[Saved entries]
☆ ☆ ☆ ☆ ☆ ☆ ☆

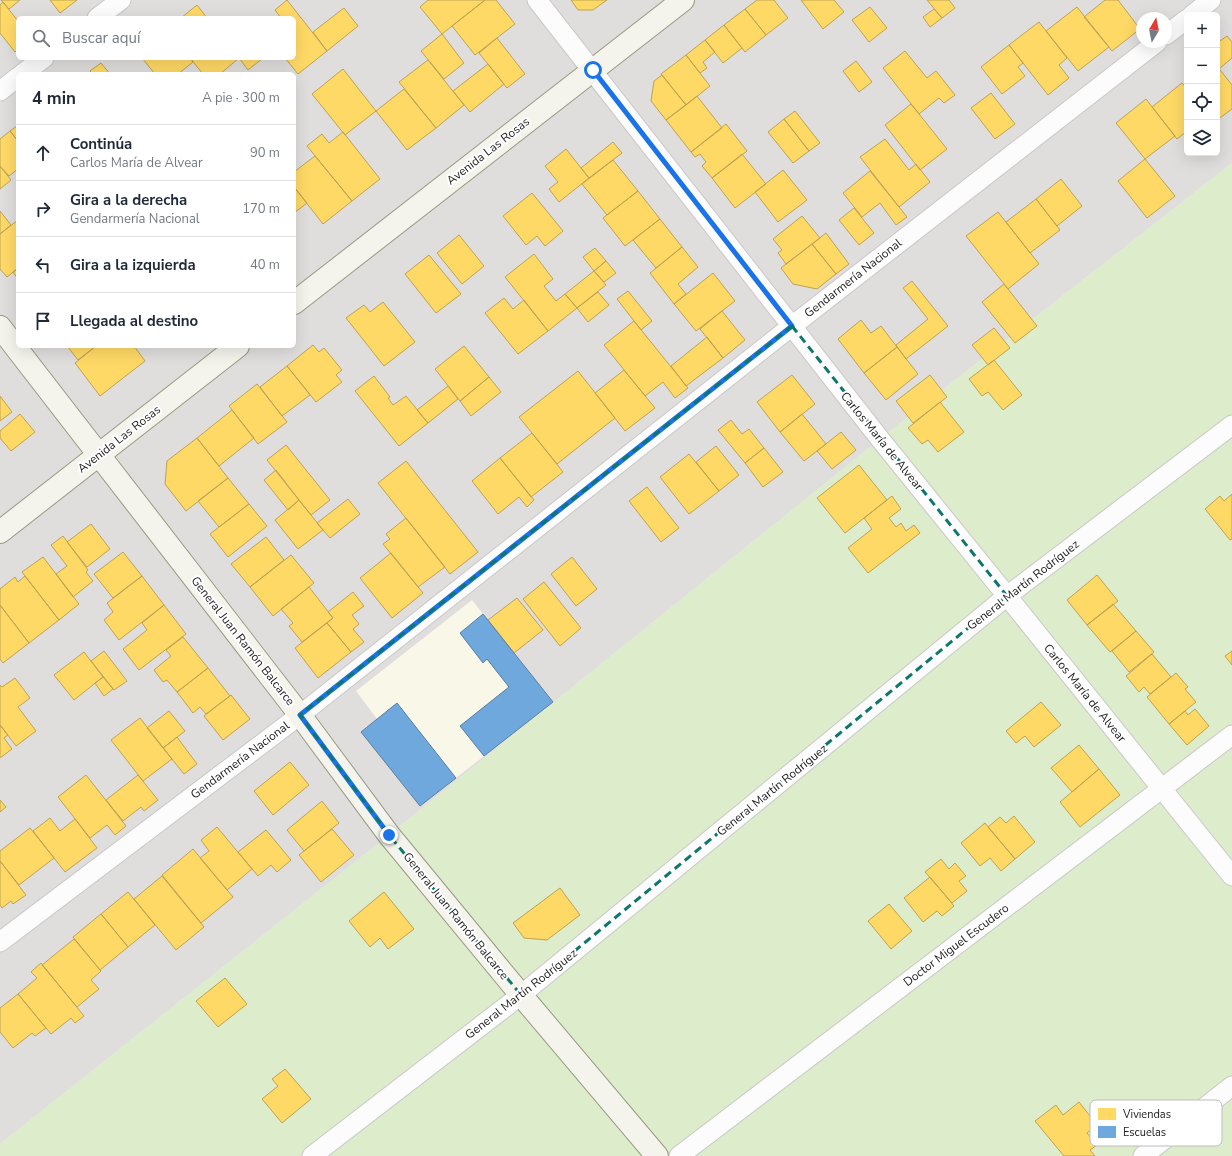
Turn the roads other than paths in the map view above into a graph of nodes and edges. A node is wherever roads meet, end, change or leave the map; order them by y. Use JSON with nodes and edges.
{"nodes":[{"id":1,"x":121,"y":0,"type":"edge"},
{"id":2,"x":537,"y":0,"type":"edge"},
{"id":3,"x":683,"y":0,"type":"edge"},
{"id":4,"x":1211,"y":0,"type":"edge"},
{"id":5,"x":1196,"y":12,"type":"edge"},
{"id":6,"x":100,"y":16,"type":"edge"},
{"id":7,"x":1184,"y":20,"type":"edge"},
{"id":8,"x":1172,"y":30,"type":"edge"},
{"id":9,"x":1149,"y":48,"type":"edge"},
{"id":10,"x":41,"y":60,"type":"edge"},
{"id":11,"x":593,"y":70,"type":"junction"},
{"id":12,"x":25,"y":72,"type":"edge"},
{"id":13,"x":16,"y":79,"type":"edge"},
{"id":14,"x":0,"y":91,"type":"edge"},
{"id":15,"x":296,"y":300,"type":"edge"},
{"id":16,"x":792,"y":326,"type":"junction"},
{"id":17,"x":0,"y":327,"type":"edge"},
{"id":18,"x":16,"y":348,"type":"edge"},
{"id":19,"x":16,"y":348,"type":"edge"},
{"id":20,"x":235,"y":348,"type":"edge"},
{"id":21,"x":1232,"y":425,"type":"edge"},
{"id":22,"x":98,"y":455,"type":"junction"},
{"id":23,"x":0,"y":532,"type":"edge"},
{"id":24,"x":1007,"y":596,"type":"junction"},
{"id":25,"x":300,"y":715,"type":"junction"},
{"id":26,"x":1232,"y":735,"type":"edge"},
{"id":27,"x":1161,"y":788,"type":"junction"},
{"id":28,"x":1232,"y":876,"type":"edge"},
{"id":29,"x":0,"y":942,"type":"edge"},
{"id":30,"x":521,"y":995,"type":"junction"},
{"id":31,"x":1232,"y":1086,"type":"edge"},
{"id":32,"x":1214,"y":1100,"type":"edge"},
{"id":33,"x":1156,"y":1146,"type":"edge"},
{"id":34,"x":312,"y":1156,"type":"edge"},
{"id":35,"x":657,"y":1156,"type":"edge"},
{"id":36,"x":679,"y":1156,"type":"edge"},
{"id":37,"x":1143,"y":1156,"type":"edge"}],
"edges":[{"from":1,"to":6,"type":"street"},
{"from":2,"to":11,"type":"street","name":"Carlos María de Alvear"},
{"from":3,"to":11,"type":"street","name":"Avenida Las Rosas"},
{"from":4,"to":5,"type":"street"},
{"from":7,"to":8,"type":"street"},
{"from":9,"to":16,"type":"street","name":"Gendarmería Nacional"},
{"from":10,"to":12,"type":"street"},
{"from":11,"to":15,"type":"street","name":"Avenida Las Rosas"},
{"from":11,"to":16,"type":"street","name":"Carlos María de Alvear"},
{"from":13,"to":14,"type":"street"},
{"from":16,"to":24,"type":"street","name":"Carlos María de Alvear"},
{"from":16,"to":25,"type":"street","name":"Gendarmería Nacional"},
{"from":17,"to":18,"type":"street","name":"General Juan Ramón Balcarce"},
{"from":19,"to":22,"type":"street","name":"General Juan Ramón Balcarce"},
{"from":20,"to":22,"type":"street","name":"Avenida Las Rosas"},
{"from":21,"to":24,"type":"street","name":"General Martín Rodríguez"},
{"from":22,"to":23,"type":"street","name":"Avenida Las Rosas"},
{"from":22,"to":25,"type":"street","name":"General Juan Ramón Balcarce"},
{"from":24,"to":27,"type":"street","name":"Carlos María de Alvear"},
{"from":24,"to":30,"type":"street","name":"General Martín Rodríguez"},
{"from":25,"to":29,"type":"street","name":"Gendarmería Nacional"},
{"from":25,"to":30,"type":"street","name":"General Juan Ramón Balcarce"},
{"from":26,"to":27,"type":"street","name":"Doctor Miguel Escudero"},
{"from":27,"to":28,"type":"street","name":"Carlos María de Alvear"},
{"from":27,"to":36,"type":"street","name":"Doctor Miguel Escudero"},
{"from":30,"to":34,"type":"street","name":"General Martín Rodríguez"},
{"from":30,"to":35,"type":"street","name":"General Juan Ramón Balcarce"},
{"from":31,"to":32,"type":"street"},
{"from":33,"to":37,"type":"street"}]}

☆ ☆ ☆ ☆ ☆ ☆ ☆

» What the exercise asks: Produce a word-for-word copy of the records, omitting all images.

» Written answer:
Turn the roads other than paths in the map view above into a graph of nodes and edges. A node is wherever roads meet, end, change or leave the map; order them by y. Use JSON with nodes and edges.
{"nodes":[{"id":1,"x":121,"y":0,"type":"edge"},
{"id":2,"x":537,"y":0,"type":"edge"},
{"id":3,"x":683,"y":0,"type":"edge"},
{"id":4,"x":1211,"y":0,"type":"edge"},
{"id":5,"x":1196,"y":12,"type":"edge"},
{"id":6,"x":100,"y":16,"type":"edge"},
{"id":7,"x":1184,"y":20,"type":"edge"},
{"id":8,"x":1172,"y":30,"type":"edge"},
{"id":9,"x":1149,"y":48,"type":"edge"},
{"id":10,"x":41,"y":60,"type":"edge"},
{"id":11,"x":593,"y":70,"type":"junction"},
{"id":12,"x":25,"y":72,"type":"edge"},
{"id":13,"x":16,"y":79,"type":"edge"},
{"id":14,"x":0,"y":91,"type":"edge"},
{"id":15,"x":296,"y":300,"type":"edge"},
{"id":16,"x":792,"y":326,"type":"junction"},
{"id":17,"x":0,"y":327,"type":"edge"},
{"id":18,"x":16,"y":348,"type":"edge"},
{"id":19,"x":16,"y":348,"type":"edge"},
{"id":20,"x":235,"y":348,"type":"edge"},
{"id":21,"x":1232,"y":425,"type":"edge"},
{"id":22,"x":98,"y":455,"type":"junction"},
{"id":23,"x":0,"y":532,"type":"edge"},
{"id":24,"x":1007,"y":596,"type":"junction"},
{"id":25,"x":300,"y":715,"type":"junction"},
{"id":26,"x":1232,"y":735,"type":"edge"},
{"id":27,"x":1161,"y":788,"type":"junction"},
{"id":28,"x":1232,"y":876,"type":"edge"},
{"id":29,"x":0,"y":942,"type":"edge"},
{"id":30,"x":521,"y":995,"type":"junction"},
{"id":31,"x":1232,"y":1086,"type":"edge"},
{"id":32,"x":1214,"y":1100,"type":"edge"},
{"id":33,"x":1156,"y":1146,"type":"edge"},
{"id":34,"x":312,"y":1156,"type":"edge"},
{"id":35,"x":657,"y":1156,"type":"edge"},
{"id":36,"x":679,"y":1156,"type":"edge"},
{"id":37,"x":1143,"y":1156,"type":"edge"}],
"edges":[{"from":1,"to":6,"type":"street"},
{"from":2,"to":11,"type":"street","name":"Carlos María de Alvear"},
{"from":3,"to":11,"type":"street","name":"Avenida Las Rosas"},
{"from":4,"to":5,"type":"street"},
{"from":7,"to":8,"type":"street"},
{"from":9,"to":16,"type":"street","name":"Gendarmería Nacional"},
{"from":10,"to":12,"type":"street"},
{"from":11,"to":15,"type":"street","name":"Avenida Las Rosas"},
{"from":11,"to":16,"type":"street","name":"Carlos María de Alvear"},
{"from":13,"to":14,"type":"street"},
{"from":16,"to":24,"type":"street","name":"Carlos María de Alvear"},
{"from":16,"to":25,"type":"street","name":"Gendarmería Nacional"},
{"from":17,"to":18,"type":"street","name":"General Juan Ramón Balcarce"},
{"from":19,"to":22,"type":"street","name":"General Juan Ramón Balcarce"},
{"from":20,"to":22,"type":"street","name":"Avenida Las Rosas"},
{"from":21,"to":24,"type":"street","name":"General Martín Rodríguez"},
{"from":22,"to":23,"type":"street","name":"Avenida Las Rosas"},
{"from":22,"to":25,"type":"street","name":"General Juan Ramón Balcarce"},
{"from":24,"to":27,"type":"street","name":"Carlos María de Alvear"},
{"from":24,"to":30,"type":"street","name":"General Martín Rodríguez"},
{"from":25,"to":29,"type":"street","name":"Gendarmería Nacional"},
{"from":25,"to":30,"type":"street","name":"General Juan Ramón Balcarce"},
{"from":26,"to":27,"type":"street","name":"Doctor Miguel Escudero"},
{"from":27,"to":28,"type":"street","name":"Carlos María de Alvear"},
{"from":27,"to":36,"type":"street","name":"Doctor Miguel Escudero"},
{"from":30,"to":34,"type":"street","name":"General Martín Rodríguez"},
{"from":30,"to":35,"type":"street","name":"General Juan Ramón Balcarce"},
{"from":31,"to":32,"type":"street"},
{"from":33,"to":37,"type":"street"}]}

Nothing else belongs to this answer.